* **EXERCISE GOAL**:
Please repeat every entry exactly as written, but skip the pictures.

* **SUPPLIED MATERIAL**:

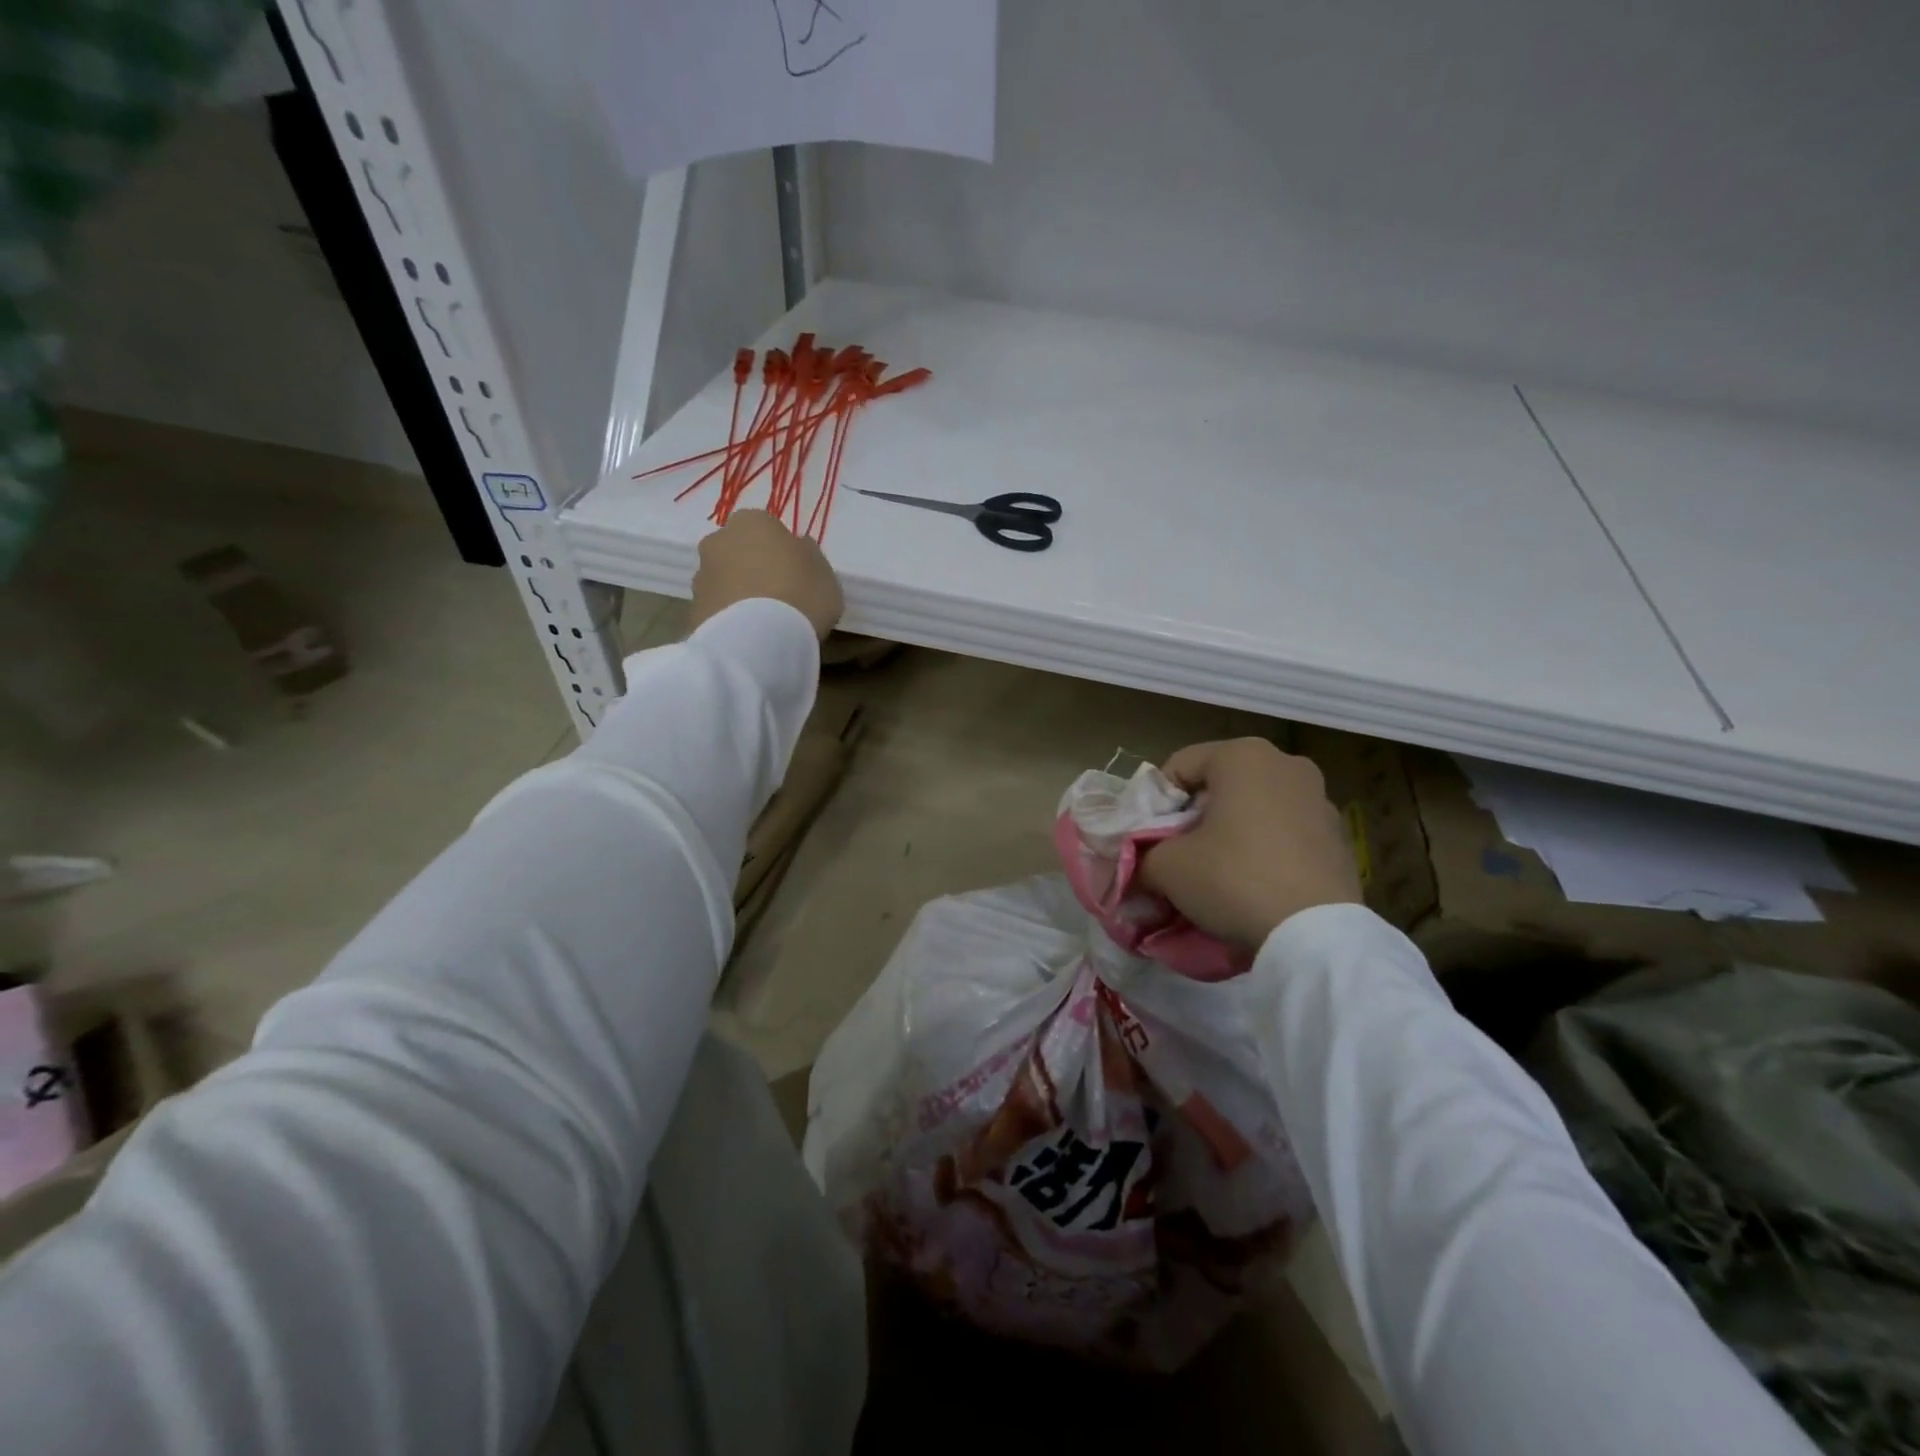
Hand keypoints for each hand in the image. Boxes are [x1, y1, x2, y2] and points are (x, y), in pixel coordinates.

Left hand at [688, 510, 843, 640]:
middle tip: (776, 593)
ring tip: (762, 621)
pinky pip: (717, 609)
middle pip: (738, 550)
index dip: (780, 548)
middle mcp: (718, 541)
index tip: (794, 570)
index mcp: (752, 522)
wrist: (758, 640)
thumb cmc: (800, 594)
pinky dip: (729, 618)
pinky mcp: (693, 610)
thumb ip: (808, 555)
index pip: (765, 526)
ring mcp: (701, 576)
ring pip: (724, 579)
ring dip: (738, 593)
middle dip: (752, 566)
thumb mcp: (823, 572)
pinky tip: (748, 636)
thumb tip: (797, 549)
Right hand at [1139, 738, 1361, 947]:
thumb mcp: (1167, 867)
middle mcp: (1286, 764)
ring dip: (1230, 832)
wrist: (1315, 935)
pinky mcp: (1340, 836)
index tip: (1148, 839)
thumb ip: (1142, 856)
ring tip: (1216, 873)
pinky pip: (1285, 833)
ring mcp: (1320, 799)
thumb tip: (1138, 867)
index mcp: (1243, 756)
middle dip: (1193, 818)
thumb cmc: (1233, 878)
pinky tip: (1255, 884)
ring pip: (1254, 808)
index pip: (1178, 767)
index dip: (1154, 803)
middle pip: (1219, 785)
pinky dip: (1264, 849)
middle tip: (1178, 855)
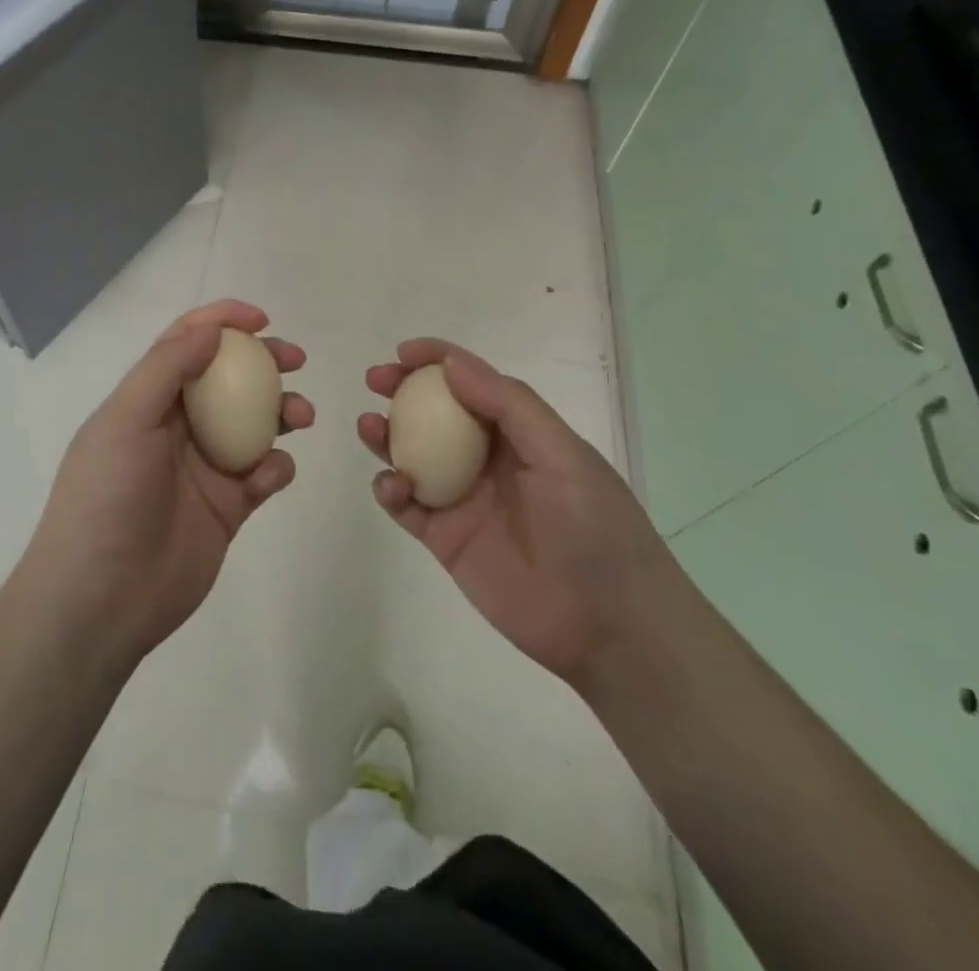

* **TASK ANSWER**:
Hand keypoints for each hand in the image. Boxes are [x1, y1, x2, y2] and points are (x, y), in pixel coordinates.

Left hand at [688, 510, 843, 640]:
middle tip: (776, 593)
ring tip: (762, 621)
pinky pip: (717, 609)
middle pip: (738, 550)
index dip: (780, 548)
middle mcp: (718, 541)
index tip: (794, 570)
index mcp: (752, 522)
wrist: (758, 640)
thumb cmc: (800, 594)
pinky dip: (729, 618)
pinky mcp: (693, 610)
thumb ip: (808, 555)
index pip: (765, 526)
ring mcp: (701, 576)
ring pip: (724, 579)
ring dip: (738, 593)
middle dip: (752, 566)
thumb mcp: (823, 572)
pinky tip: (748, 636)
thumb tip: (797, 549)
Right hand at [1139, 738, 1361, 947]:
thumb mcp: (1167, 867)
middle mcp: (1286, 764)
ring dip: (1230, 832)
wrist: (1315, 935)
pinky mcp: (1340, 836)
index tip: (1148, 839)
thumb ip: (1142, 856)
ring tip: (1216, 873)
pinky pip: (1285, 833)
ring mcp: (1320, 799)
thumb tip: (1138, 867)
index mcp: (1243, 756)
middle dip: (1193, 818)
thumb cmc: (1233, 878)
pinky tip: (1255, 884)
ring pip: (1254, 808)
index pip: (1178, 767)
index dip: (1154, 803)
middle pip: (1219, 785)
pinky dip: (1264, 849)
middle tip: (1178, 855)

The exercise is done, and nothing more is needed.